I spoke to a fella who gave me some advice he said "the day you get married if you have 2 million in assets and you marry someone who is $10,000.00 in debt you take the $10,000.00 off your 2 million which leaves $1,990,000.00, divide that by two and your assets are now $995,000.00 and she now has $995,000.00. Stay married and have two or three kids after a few years and she leaves you then have about $500,000.00, fight it out in court and you'll have $400,000.00 and pay her a large chunk of anything you earn for the next 15 or so years" I think people should have to attend some type of course before marriage so they know what the implications of marriage are. You talk to a lot of fellas before they get married and they say that can't happen. There is a member her who I have spoken to and met who has had three houses. The first house he gave to his first wife, the second house he gave to his second wife and he is living in the third house with his third wife and he is in his 60's. I did not say anything to him when he told me but I was going to say what are the chances your third wife is going to get the third house
Some wise things said by the member above, and no it wasn't me, I am about 30 years too young to have done that. If you keep dating the same kind of person and it keeps ending and you find someone who is in the same mould as these people, don't marry them. I met my partner who is the complete opposite of what I dated, I was skeptical at first despite us hitting it off from day dot. Its been a few years and I have come to the realization that this is perhaps why it is working. Needless to say, I am not in a hurry to get married anytime soon.
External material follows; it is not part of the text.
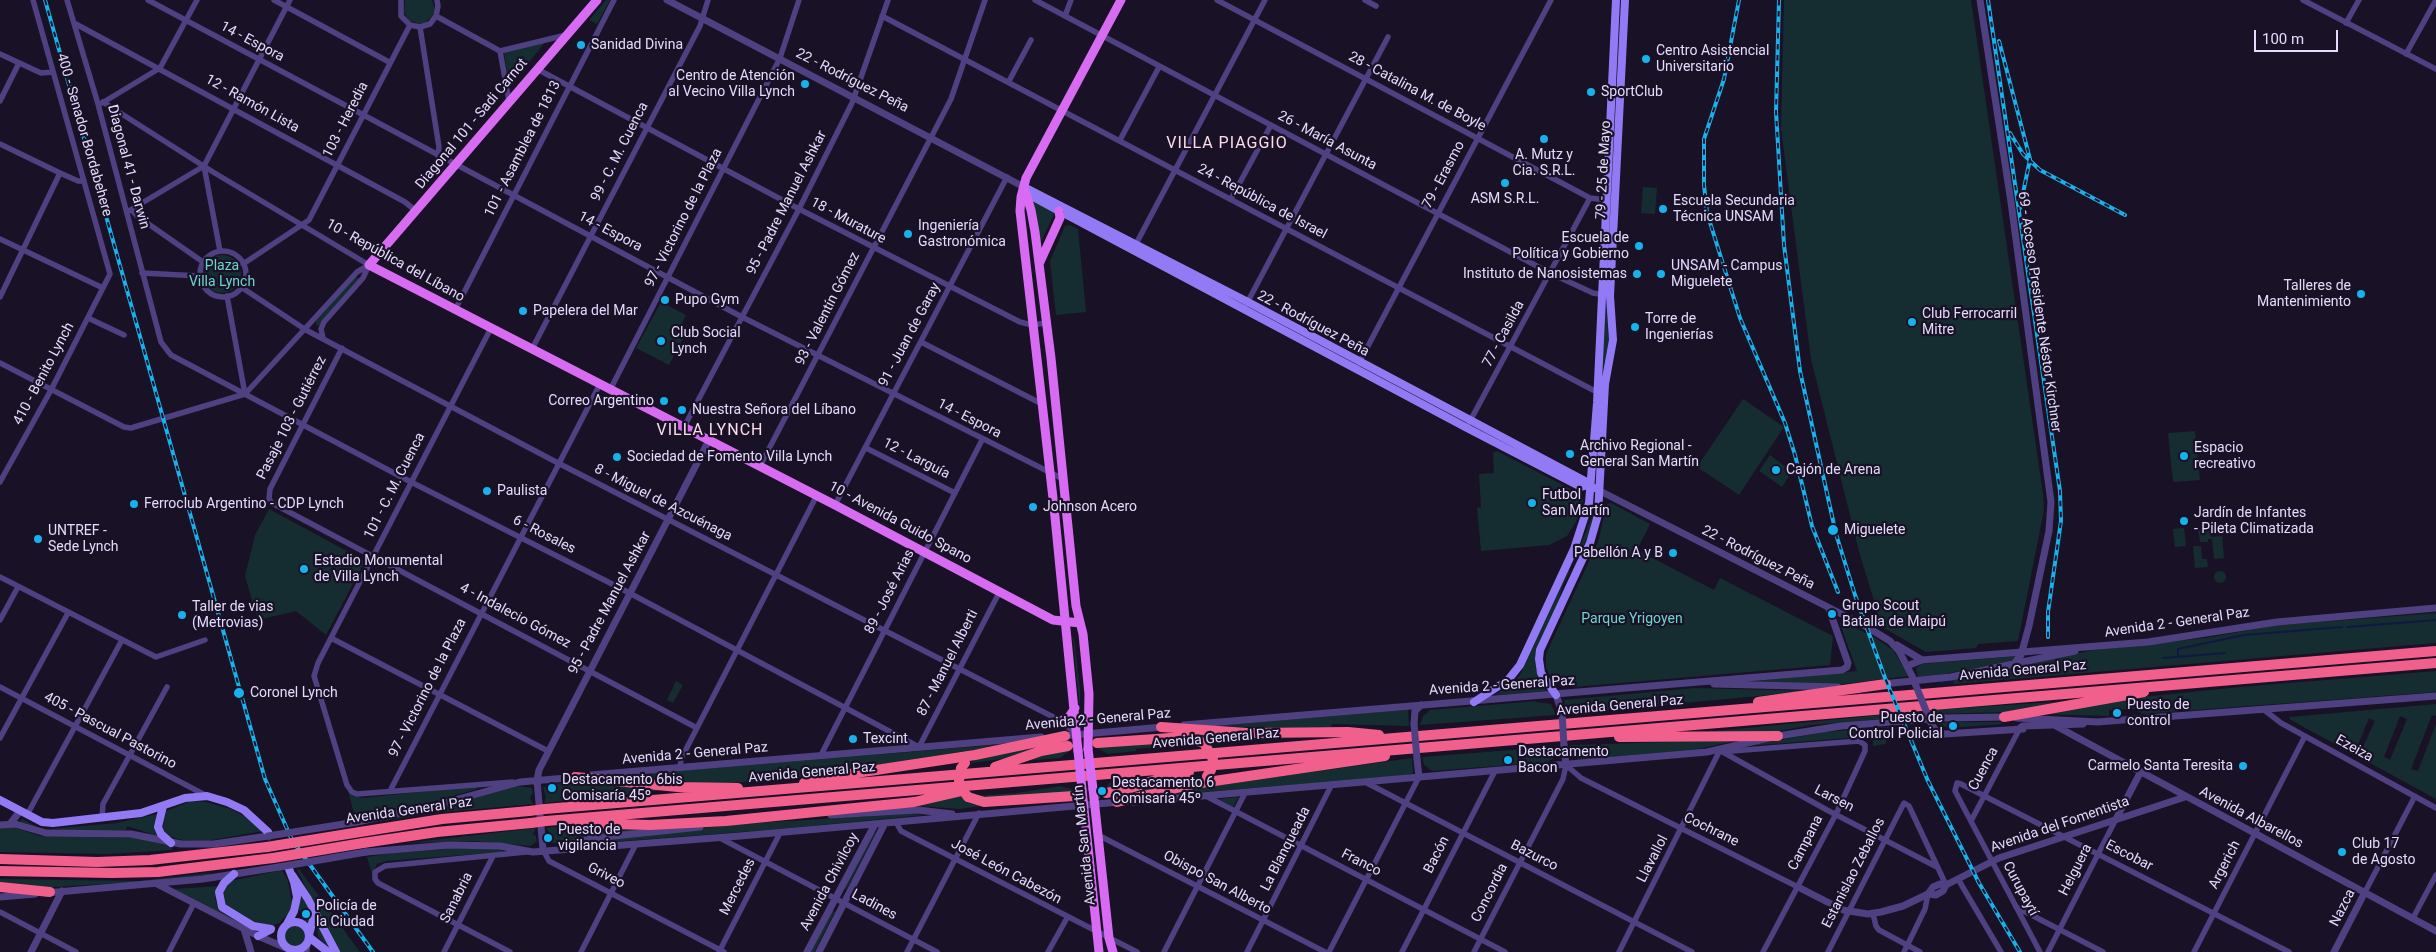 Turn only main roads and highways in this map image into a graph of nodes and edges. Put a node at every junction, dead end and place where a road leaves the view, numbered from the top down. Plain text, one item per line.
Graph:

It is always entertaining to keep a calender on the fridge and when she starts yelling add another week to the marriage proposal date, I believe we are at August 2019, I will have to check. I am joking of course (about the calender, not marriage). Make sure if you do take the plunge that you are marrying someone who has the same values, goals and future aspirations. It is no use marrying a school teacher who loves children and wants a tribe of her own if you can't stand gromits. Do not marry someone to fix a problem. My friend and his partner were having fertility problems and it was understandably causing a lot of stress in their relationship. He proposed to her because he thought this is what she wanted and it would give her something to look forward to,plus he did love her. His heart was in the right place but it didn't fix the issues they had (she did end up getting pregnent) and those underlying issues led to their divorce a couple of years later. You can't fix a problem with a ring, well maybe short term but not in the long run. If you do go through divorce and you think it is inevitable make sure that you have some money to be able to look after yourself. A good mate of my family got kicked out of his house by his cheating missus and was effectively homeless until my brother went and collected him. The police did not care where he went or ended up as long as he was away from her screaming and upsetting the neighbors. If the warning signs are there, prepare, prepare, prepare.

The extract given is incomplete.